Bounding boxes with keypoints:
· · · · · · ·

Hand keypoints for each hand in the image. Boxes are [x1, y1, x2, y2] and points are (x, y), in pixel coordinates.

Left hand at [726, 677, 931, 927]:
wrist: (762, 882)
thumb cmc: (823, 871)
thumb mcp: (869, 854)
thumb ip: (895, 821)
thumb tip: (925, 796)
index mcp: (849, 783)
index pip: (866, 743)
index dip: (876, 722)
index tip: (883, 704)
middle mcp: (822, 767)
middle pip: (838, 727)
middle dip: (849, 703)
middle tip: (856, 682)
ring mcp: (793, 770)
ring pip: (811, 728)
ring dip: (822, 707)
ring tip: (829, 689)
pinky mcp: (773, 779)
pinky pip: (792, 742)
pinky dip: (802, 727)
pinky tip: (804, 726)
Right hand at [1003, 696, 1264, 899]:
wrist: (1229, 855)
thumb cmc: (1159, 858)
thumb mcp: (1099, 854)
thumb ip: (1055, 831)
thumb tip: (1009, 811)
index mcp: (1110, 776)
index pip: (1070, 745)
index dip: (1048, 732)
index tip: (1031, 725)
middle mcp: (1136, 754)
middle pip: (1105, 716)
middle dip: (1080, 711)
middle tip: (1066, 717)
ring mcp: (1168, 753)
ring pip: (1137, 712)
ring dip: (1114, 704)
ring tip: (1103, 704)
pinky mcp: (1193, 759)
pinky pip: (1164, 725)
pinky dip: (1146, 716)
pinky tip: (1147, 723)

· · · · · · ·

Problem: Your answer should be the lines above that contain the word "ring", copied out.

Your response:
ring mcp: (793, 770)
ring pip: (811, 728)
ring dip: (822, 707)
ring tip: (829, 689)
ring mcp: (1168, 753)
ring pip: (1137, 712)
ring dip: (1114, 704)
ring tip: (1103, 704)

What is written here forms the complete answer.